An interesting finding from our current meta-analysis is that the need for rescue analgesia in the PACU is lower with remimazolam than with propofol. Remifentanil-induced hyperalgesia [52, 53], which can increase pain intensity after surgery, exerts a significant effect 1 h postoperatively and minimal effect 24 h postoperatively [32]. Prophylactic agents such as N-methyl-D-aspartate receptor antagonists and dexmedetomidine have proven effective in reducing remifentanil-induced hyperalgesia [52, 54, 55]. Our findings suggest that remimazolam helps mitigate this effect of remifentanil-induced hyperalgesia. The shorter time to ROC with remimazolam than with propofol suggests that this beneficial effect is likely not due to residual sedative properties. The potential mechanisms, which may involve interactions with GABA receptors and impacts on neural processing at both the spinal and supraspinal levels [56,57,58], remain unclear. Nevertheless, due to the limited number of studies on this outcome, further research is warranted to corroborate our findings.
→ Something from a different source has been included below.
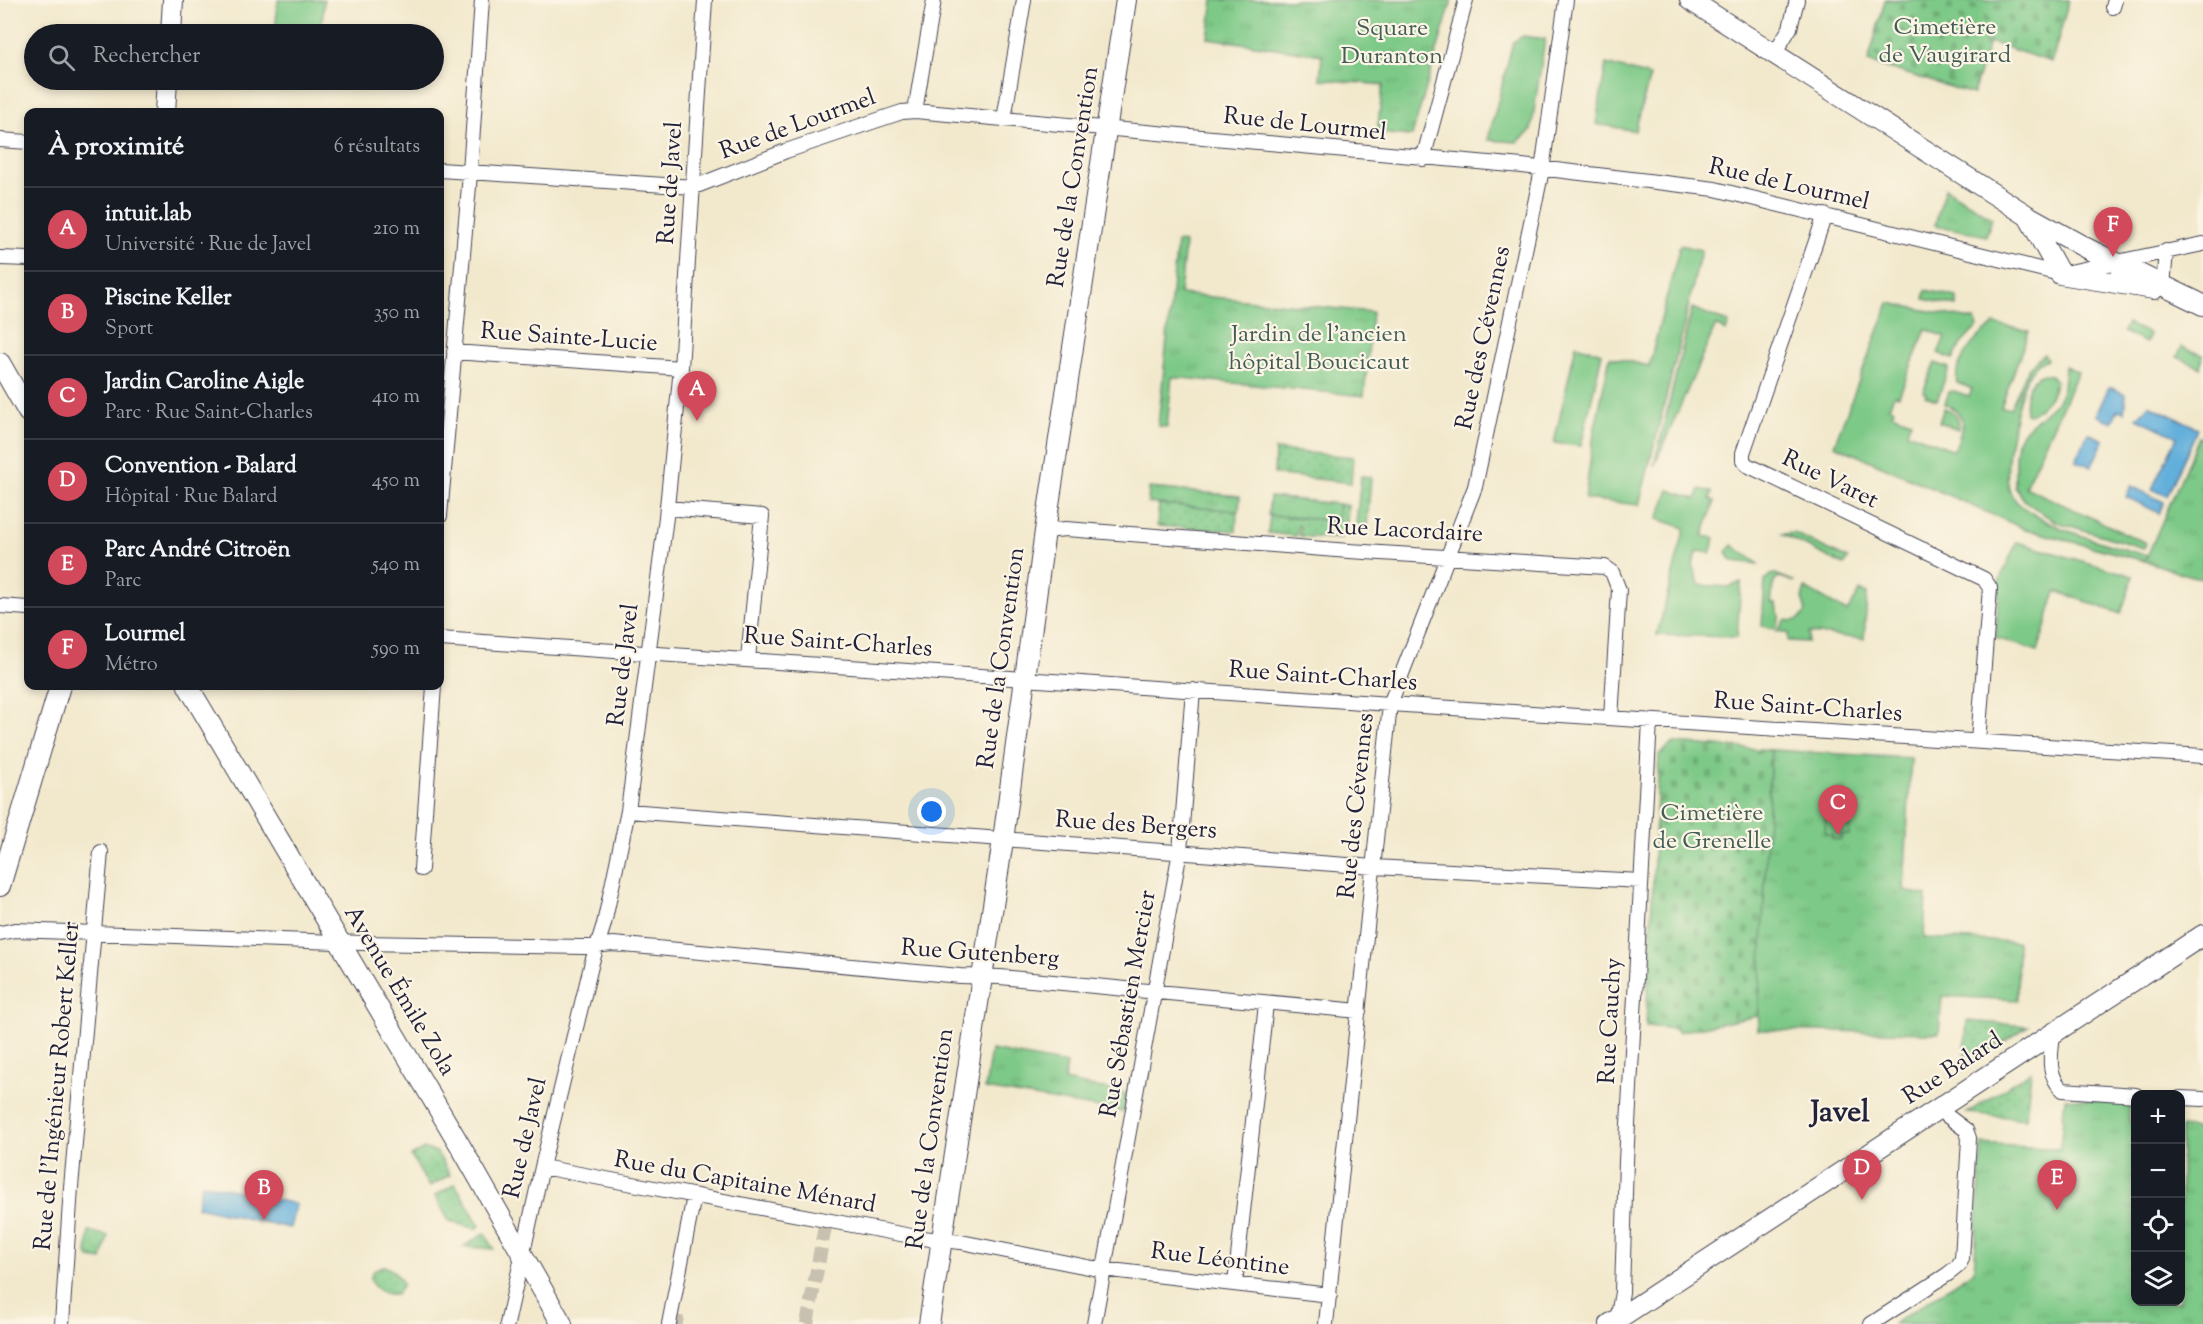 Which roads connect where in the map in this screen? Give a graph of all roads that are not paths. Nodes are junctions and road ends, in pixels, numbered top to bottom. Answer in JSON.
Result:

This meta-analysis has several limitations that need to be acknowledged. First, the included studies were mainly conducted on Asian populations, which may limit the generalizability of the findings to other ethnic groups. Second, the surgical procedures and anesthetic protocols varied among the studies, potentially contributing to heterogeneity in some outcomes. Third, majority of the included studies focused on short-term surgical procedures, and the impact of remimazolam on postoperative recovery in longer or more complex surgeries remain unclear. Fourth, the included studies did not provide sufficient data to assess the cost-effectiveness of remimazolam compared with propofol, which is an important consideration for the choice of anesthetic in clinical practice. Fifth, while the risk of bias was generally low in the included studies, some concerns were identified in a few domains, such as blinding of anesthesiologists and outcome assessors, which may have introduced biases in the reported outcomes. Sixth, we did not involve a subject librarian in developing our search strategy, which may have resulted in the omission of some relevant studies and potentially impacted the completeness of our meta-analysis. For future meta-analyses, involving a subject librarian is recommended to ensure a more thorough and reliable search process. Lastly, because only a few studies focused on elderly patients (i.e., aged > 65 years), the applicability of the results to this patient population may be limited. Thus, further research targeting this age group is warranted.

In conclusion, this meta-analysis provides high certainty evidence that remimazolam and propofol offer comparable postoperative QoR in surgical patients who underwent general anesthesia. The advantage of remimazolam over propofol appears to increase with longer surgical procedures, highlighting the importance of considering the anticipated duration of surgery when selecting between these two anesthetic agents. Despite some differences in induction and emergence times, the overall recovery profiles were similar between the two anesthetic agents. The potential advantage of remimazolam in reducing immediate postoperative analgesia requirement warrants further investigation. Future studies should focus on specific surgical populations, evaluate long-term outcomes, and compare the cost-effectiveness of remimazolam and propofol to facilitate decision-making in anesthesia management.